In 2004, Kroto accepted a position as Francis Eppes Professor of Chemistry at Florida State University in Tallahassee, Florida, in the United States.^[3] This move allowed him to pursue new research directions while also expanding his work in science education and outreach.

At Florida State, Kroto continued his research on carbon nanostructures and also devoted increasing attention to the development of educational initiatives aimed at promoting science literacy worldwide. He became particularly concerned about what he perceived as the declining quality of science education and the growing influence of pseudoscience and anti-rational thinking in public discourse.^[6]

Science Education and the GEOSET Initiative

A significant portion of Kroto's later career was dedicated to science education and outreach. He co-founded the GEOSET (Global Educational Outreach for Science, Engineering and Technology) initiative, a programme designed to create and disseminate high-quality, freely available science educational content using the internet and modern multimedia tools.^[8]

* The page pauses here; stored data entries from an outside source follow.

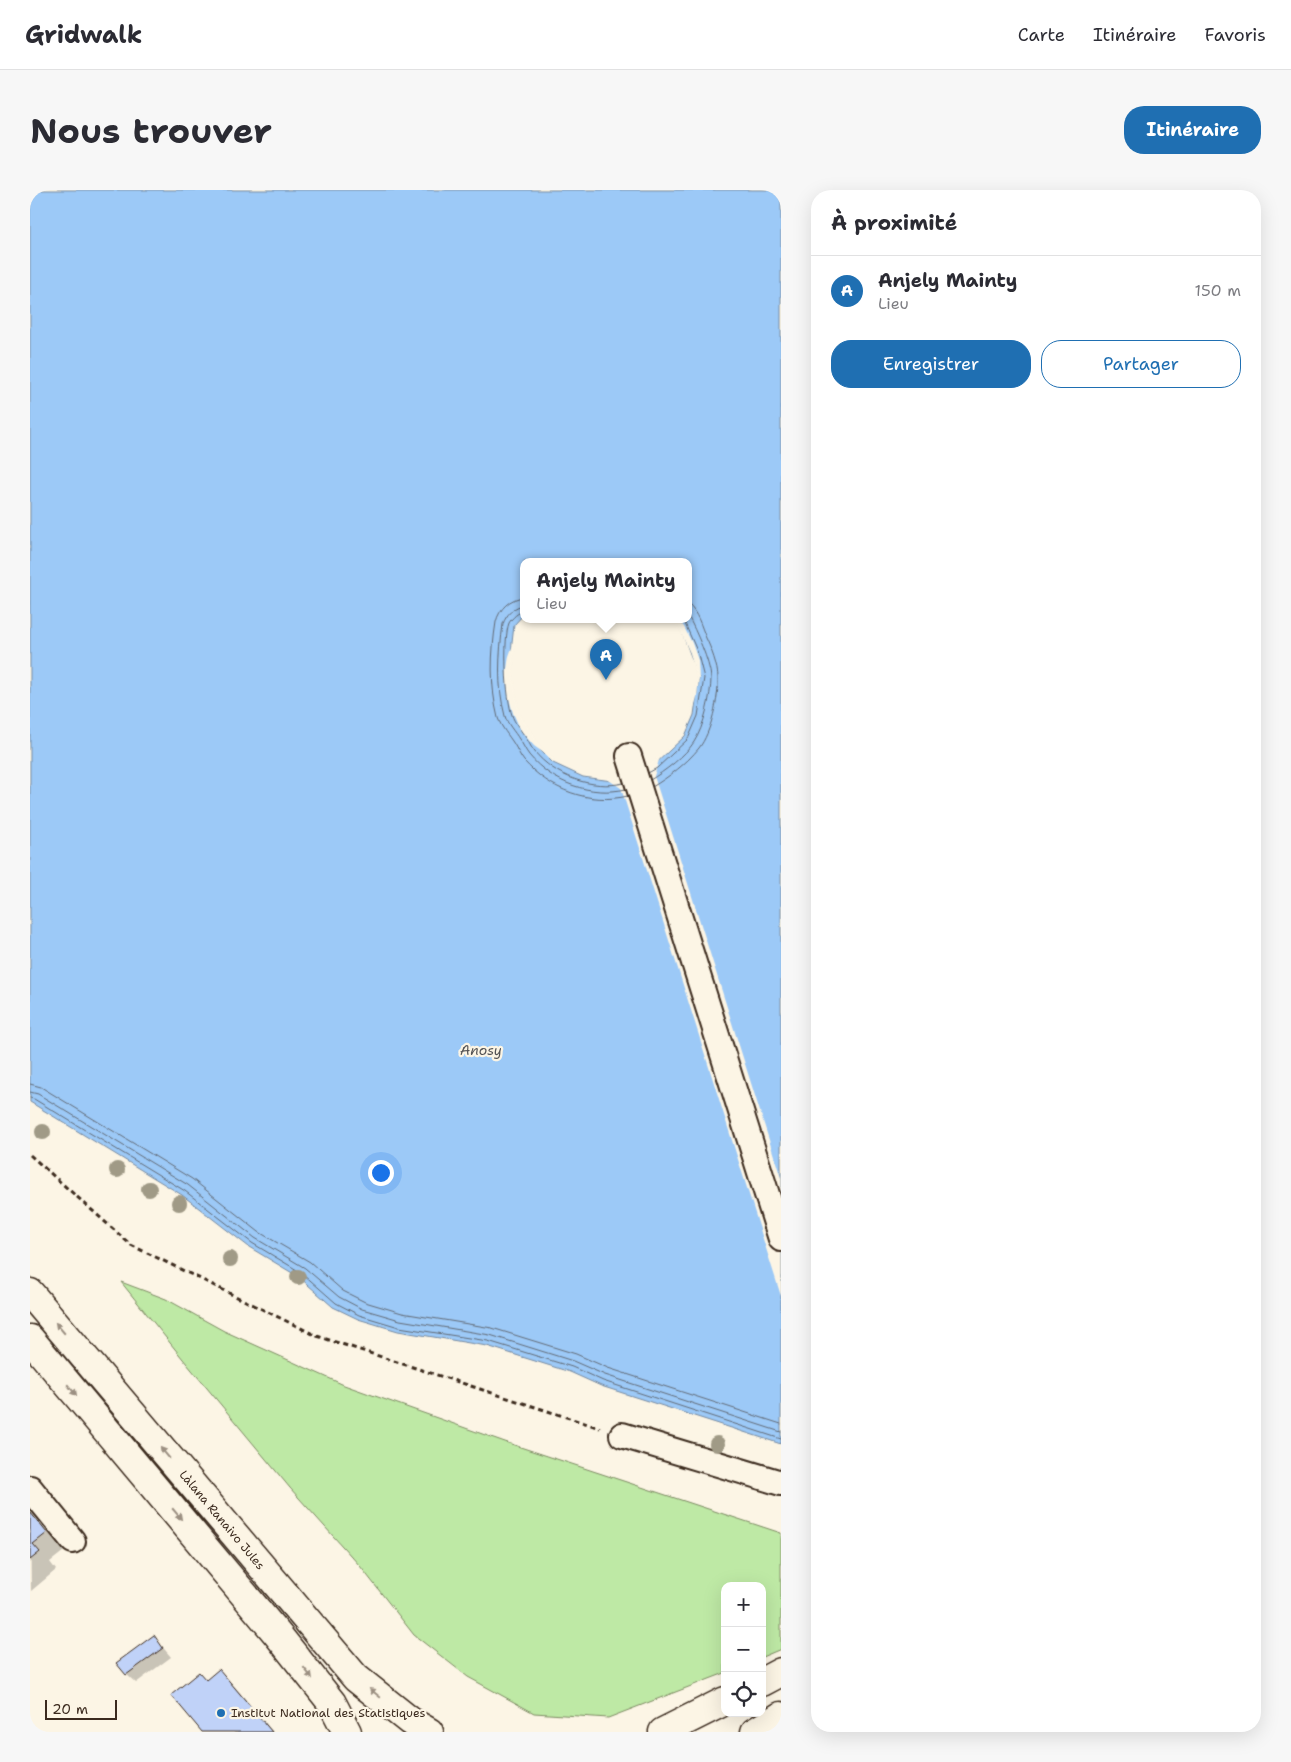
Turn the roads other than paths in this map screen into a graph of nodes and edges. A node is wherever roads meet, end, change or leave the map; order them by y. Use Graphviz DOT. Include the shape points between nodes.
graph roads {
  1 [pos="629,756"];
  2 [pos="781,1239"];
  3 [pos="30,1293"];
  4 [pos="30,1339"];
  5 [pos="622,1435"];
  6 [pos="781,1484"];
  7 [pos="30,1488"];
  8 [pos="73,1542"];
  9 [pos="781,1672"];
  10 [pos="766,1680"];
  11 [pos="721,1703"];
  12 [pos="781,1716"];
  13 [pos="347,1732"];
  14 [pos="429,1732"];
  15 [pos="663,1732"];
  16 [pos="755,1732"];
  1 -- 2 [label="street"];
  14 -- 3 [label="main road, Làlana Ranaivo Jules, one-way" via="356,1678"];
  4 -- 13 [label="main road, one-way" via="278,1635 332,1703"];
  5 -- 6 [label="street"];
  7 -- 8 [label="street"];
  9 -- 10 [label="main road"];
  11 -- 15 [label="main road"];
  12 -- 16 [label="main road"];
}
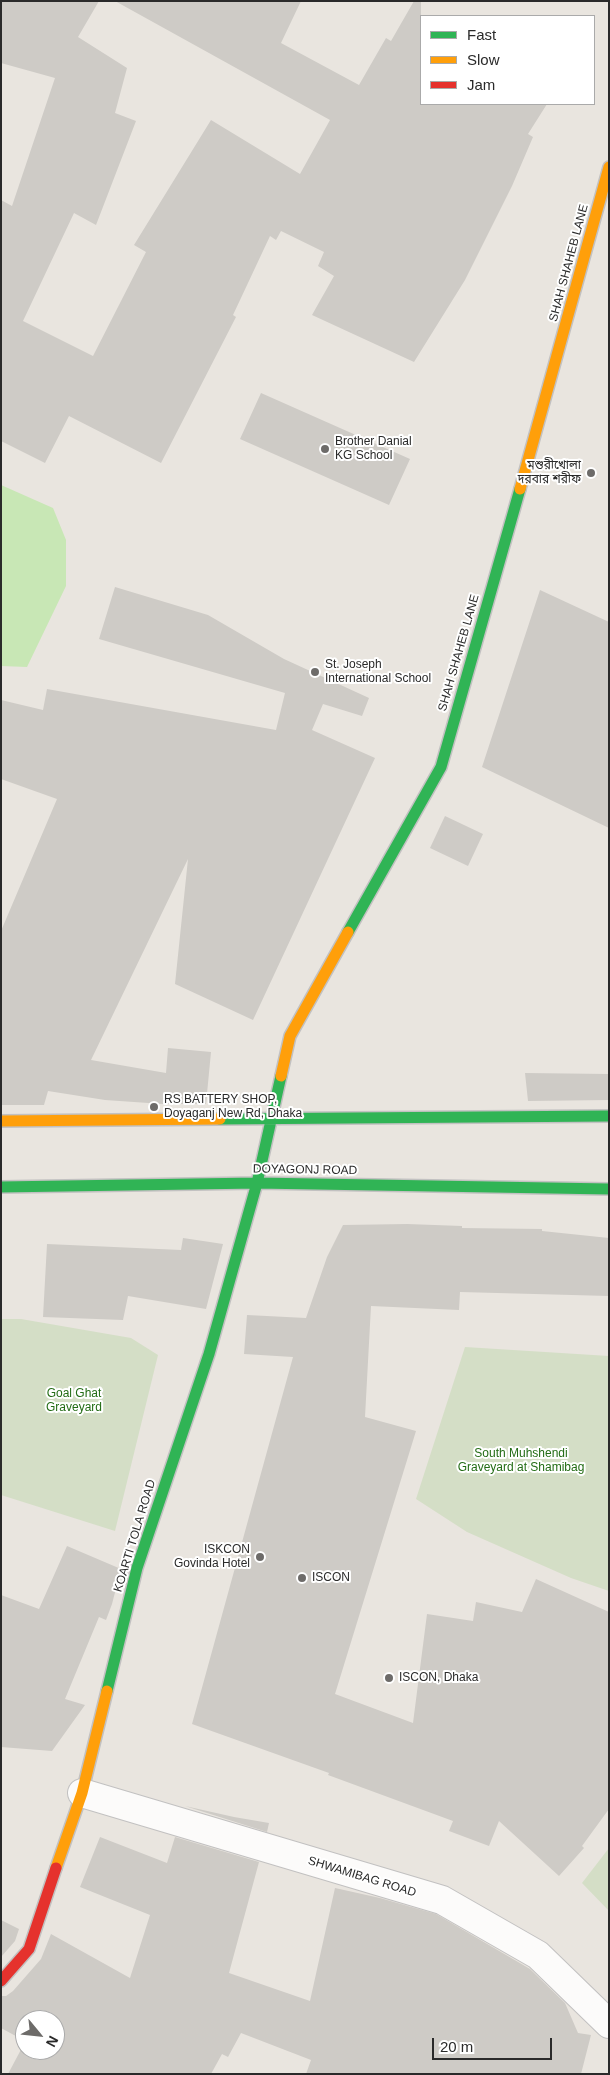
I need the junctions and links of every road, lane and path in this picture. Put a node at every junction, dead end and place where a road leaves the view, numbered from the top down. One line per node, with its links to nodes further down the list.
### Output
1 (609, 167): 3 (street, SHAH SHAHEB LANE)
2 (609, 1116): 3 (street)
3 (271, 1118): 4 (street); 5 (street, KOARTI TOLA ROAD)
4 (1, 1120)
5 (257, 1183): 6 (street, DOYAGONJ ROAD); 7 (street, DOYAGONJ ROAD); 8 (street, KOARTI TOLA ROAD)
6 (1, 1187)
7 (609, 1189)
8 (82, 1793): 9 (street, KOARTI TOLA ROAD); 10 (street, SHWAMIBAG ROAD)
9 (1, 1982)
10 (609, 2024)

The GEOSET programme reflected Kroto's belief that science education should be accessible to all people, regardless of their geographical location or economic circumstances. He worked to create a platform where scientists, educators, and students could share lectures, demonstrations, and other educational materials. The initiative continues to operate after his death; the Sir Harold W. Kroto and Steve F.A. Acquah Global Educational Outreach for Science Engineering and Technology (GEOSET) Award is given to students in recognition of excellence in science communication.^[8]

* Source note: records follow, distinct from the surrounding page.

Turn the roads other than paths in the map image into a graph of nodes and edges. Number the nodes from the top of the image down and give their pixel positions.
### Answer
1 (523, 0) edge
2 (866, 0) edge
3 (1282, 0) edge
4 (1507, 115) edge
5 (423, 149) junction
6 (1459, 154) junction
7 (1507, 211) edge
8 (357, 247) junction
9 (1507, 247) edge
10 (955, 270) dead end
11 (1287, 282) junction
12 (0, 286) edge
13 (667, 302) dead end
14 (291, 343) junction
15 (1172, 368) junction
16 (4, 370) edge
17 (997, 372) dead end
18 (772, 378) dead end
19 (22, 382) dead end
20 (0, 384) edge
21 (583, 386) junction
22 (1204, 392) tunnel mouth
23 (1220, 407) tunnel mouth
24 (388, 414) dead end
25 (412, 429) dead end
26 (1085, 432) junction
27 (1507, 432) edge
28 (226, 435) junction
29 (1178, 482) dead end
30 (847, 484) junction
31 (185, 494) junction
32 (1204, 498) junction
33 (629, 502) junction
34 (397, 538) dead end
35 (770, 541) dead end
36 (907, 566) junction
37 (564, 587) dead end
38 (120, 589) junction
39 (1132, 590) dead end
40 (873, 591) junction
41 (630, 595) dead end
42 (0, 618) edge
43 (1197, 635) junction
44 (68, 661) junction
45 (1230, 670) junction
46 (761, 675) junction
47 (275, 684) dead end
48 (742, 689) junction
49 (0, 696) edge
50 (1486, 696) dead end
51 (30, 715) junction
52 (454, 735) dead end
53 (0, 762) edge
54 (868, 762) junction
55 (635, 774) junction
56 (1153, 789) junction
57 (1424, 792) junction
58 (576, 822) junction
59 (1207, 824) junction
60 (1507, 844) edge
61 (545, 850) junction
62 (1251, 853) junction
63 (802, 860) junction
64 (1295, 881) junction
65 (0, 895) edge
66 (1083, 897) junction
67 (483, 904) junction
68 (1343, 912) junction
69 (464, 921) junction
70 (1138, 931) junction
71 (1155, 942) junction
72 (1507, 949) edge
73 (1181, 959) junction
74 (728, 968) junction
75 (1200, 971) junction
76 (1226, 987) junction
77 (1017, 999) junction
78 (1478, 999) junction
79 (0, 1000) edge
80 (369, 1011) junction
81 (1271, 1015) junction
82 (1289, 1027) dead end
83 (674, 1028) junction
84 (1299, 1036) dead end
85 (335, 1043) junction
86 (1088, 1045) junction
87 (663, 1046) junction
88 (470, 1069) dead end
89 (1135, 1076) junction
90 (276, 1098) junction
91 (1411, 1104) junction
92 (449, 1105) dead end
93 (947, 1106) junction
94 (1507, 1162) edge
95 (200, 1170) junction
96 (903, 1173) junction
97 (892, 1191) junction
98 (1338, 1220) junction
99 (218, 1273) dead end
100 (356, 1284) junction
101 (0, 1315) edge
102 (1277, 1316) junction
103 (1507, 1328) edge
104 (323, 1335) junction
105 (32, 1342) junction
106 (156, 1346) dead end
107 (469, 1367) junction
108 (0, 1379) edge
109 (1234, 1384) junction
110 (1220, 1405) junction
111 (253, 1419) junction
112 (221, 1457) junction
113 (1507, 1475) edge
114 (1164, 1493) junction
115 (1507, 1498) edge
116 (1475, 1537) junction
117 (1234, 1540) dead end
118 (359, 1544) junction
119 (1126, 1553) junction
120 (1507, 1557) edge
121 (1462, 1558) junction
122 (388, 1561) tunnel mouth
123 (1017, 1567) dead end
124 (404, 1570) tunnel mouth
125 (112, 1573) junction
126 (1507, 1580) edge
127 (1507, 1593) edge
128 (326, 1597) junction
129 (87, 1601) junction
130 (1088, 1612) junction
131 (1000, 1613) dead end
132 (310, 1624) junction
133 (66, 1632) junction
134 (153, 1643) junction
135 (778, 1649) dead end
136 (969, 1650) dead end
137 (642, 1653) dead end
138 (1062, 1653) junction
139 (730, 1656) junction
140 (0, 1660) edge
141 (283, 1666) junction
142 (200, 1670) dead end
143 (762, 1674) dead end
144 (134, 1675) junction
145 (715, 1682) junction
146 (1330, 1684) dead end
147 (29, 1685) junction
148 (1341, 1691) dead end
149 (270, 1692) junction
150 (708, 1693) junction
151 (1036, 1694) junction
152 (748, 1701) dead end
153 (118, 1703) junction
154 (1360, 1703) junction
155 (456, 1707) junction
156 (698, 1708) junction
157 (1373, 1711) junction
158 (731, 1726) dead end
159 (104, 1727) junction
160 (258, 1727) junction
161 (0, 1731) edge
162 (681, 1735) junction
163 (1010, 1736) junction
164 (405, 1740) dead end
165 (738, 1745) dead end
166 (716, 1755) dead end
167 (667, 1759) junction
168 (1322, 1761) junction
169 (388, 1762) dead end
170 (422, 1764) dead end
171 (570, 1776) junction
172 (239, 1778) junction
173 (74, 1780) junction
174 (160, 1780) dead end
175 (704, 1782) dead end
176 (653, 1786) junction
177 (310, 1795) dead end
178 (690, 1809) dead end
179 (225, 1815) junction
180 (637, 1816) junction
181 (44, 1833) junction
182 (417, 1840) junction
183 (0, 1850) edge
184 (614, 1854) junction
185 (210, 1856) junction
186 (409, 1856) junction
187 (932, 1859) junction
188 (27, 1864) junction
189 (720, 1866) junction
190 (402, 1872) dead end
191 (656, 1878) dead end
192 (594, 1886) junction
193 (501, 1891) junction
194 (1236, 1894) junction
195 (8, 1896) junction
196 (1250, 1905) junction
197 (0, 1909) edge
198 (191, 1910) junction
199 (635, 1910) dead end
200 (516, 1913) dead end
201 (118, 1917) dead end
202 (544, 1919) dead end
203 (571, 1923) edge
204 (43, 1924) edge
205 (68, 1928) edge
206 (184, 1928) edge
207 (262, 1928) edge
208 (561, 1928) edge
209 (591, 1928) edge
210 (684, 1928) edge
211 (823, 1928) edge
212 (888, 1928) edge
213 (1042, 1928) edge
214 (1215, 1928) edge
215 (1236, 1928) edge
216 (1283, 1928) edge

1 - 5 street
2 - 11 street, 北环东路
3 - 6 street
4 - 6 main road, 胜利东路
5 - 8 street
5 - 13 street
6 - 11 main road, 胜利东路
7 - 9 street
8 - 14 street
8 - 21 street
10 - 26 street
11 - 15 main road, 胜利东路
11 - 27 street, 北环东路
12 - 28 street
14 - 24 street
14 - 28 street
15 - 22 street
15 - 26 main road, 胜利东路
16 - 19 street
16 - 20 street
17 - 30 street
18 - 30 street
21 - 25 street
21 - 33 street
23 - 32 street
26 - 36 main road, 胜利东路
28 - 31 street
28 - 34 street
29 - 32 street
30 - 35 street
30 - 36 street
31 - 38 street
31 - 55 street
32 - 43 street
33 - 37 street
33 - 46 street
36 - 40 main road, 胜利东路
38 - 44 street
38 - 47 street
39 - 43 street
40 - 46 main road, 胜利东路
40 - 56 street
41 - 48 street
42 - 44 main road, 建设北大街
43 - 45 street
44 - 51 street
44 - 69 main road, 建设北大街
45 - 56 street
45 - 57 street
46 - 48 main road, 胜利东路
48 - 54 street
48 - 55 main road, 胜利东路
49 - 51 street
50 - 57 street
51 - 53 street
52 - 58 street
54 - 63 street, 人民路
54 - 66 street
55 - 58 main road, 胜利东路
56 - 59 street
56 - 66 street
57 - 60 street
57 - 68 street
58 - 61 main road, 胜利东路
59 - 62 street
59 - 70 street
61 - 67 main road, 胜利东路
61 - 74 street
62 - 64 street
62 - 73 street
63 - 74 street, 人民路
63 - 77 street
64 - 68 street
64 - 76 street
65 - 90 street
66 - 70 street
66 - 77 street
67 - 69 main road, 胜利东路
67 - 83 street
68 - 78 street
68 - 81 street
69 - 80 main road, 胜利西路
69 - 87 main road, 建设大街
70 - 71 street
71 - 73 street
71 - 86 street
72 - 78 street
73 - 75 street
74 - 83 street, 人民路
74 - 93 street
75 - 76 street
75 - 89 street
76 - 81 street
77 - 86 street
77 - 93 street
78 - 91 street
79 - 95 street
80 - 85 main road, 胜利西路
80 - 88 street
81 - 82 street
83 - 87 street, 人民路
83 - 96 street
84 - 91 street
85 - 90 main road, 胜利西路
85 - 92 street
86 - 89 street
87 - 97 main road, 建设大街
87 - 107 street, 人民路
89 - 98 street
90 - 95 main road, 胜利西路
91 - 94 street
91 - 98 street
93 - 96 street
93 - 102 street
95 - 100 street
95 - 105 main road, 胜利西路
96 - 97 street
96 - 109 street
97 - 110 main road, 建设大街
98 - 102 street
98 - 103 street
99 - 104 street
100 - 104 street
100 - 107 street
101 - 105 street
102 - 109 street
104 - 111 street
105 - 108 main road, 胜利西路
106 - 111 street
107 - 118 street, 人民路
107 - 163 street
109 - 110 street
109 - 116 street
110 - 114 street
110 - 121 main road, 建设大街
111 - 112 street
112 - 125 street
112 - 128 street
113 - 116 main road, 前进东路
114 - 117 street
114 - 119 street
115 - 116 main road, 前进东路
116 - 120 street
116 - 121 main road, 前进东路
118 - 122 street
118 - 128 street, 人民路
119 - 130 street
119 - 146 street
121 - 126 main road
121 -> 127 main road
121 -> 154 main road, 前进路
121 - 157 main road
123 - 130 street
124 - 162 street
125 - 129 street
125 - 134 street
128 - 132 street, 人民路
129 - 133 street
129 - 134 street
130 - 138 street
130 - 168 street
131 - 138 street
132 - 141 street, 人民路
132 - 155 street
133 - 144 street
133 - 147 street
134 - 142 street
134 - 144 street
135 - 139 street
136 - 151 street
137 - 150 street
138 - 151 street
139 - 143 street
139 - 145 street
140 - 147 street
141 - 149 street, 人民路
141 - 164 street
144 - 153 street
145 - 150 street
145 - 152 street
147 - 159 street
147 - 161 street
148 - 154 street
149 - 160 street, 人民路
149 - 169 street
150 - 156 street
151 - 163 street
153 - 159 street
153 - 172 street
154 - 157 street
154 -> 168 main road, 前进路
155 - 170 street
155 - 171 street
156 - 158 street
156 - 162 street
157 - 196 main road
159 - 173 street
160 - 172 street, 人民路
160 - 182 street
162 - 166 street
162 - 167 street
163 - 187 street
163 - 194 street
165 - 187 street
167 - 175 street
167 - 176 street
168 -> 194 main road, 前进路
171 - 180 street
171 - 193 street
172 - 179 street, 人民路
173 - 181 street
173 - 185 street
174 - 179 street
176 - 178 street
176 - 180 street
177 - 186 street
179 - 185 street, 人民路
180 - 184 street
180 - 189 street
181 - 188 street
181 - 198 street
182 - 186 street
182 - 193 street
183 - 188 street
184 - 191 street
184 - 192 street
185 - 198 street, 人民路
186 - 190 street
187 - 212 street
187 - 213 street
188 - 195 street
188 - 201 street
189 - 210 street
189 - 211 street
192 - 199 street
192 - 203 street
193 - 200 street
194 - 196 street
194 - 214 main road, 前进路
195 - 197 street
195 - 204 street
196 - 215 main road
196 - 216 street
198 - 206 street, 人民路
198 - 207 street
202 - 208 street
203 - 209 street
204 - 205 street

Kroto was a frequent and engaging public speaker who delivered lectures around the world on topics ranging from the chemistry of carbon nanostructures to the importance of critical thinking and evidence-based reasoning. In May 2007, he gave a lecture on nanoarchitecture in Brussels that exemplified his ability to communicate complex scientific ideas to diverse audiences.^[6]

Advocacy for Science and Rationalism

Throughout his career, and particularly in his later years, Kroto became an outspoken advocate for science, rationalism, and the separation of religious dogma from public policy and education. He expressed concern that the teaching of creationism and intelligent design in schools undermined scientific literacy and critical thinking. Kroto was a vocal atheist who argued that science provided the best framework for understanding the natural world and for making informed decisions about the future of society.^[6]

His advocacy extended beyond public lectures to include writing and media appearances. He used his platform as a Nobel laureate to draw attention to what he considered threats to the integrity of science education and to champion the values of intellectual honesty, scepticism, and evidence-based inquiry.^[3]

Personal Life

Harold Kroto was known informally as "Harry" to friends, colleagues, and family. His original family name, Krotoschiner, was shortened to Kroto, reflecting the family's adaptation to life in England following their emigration from Germany.^[5]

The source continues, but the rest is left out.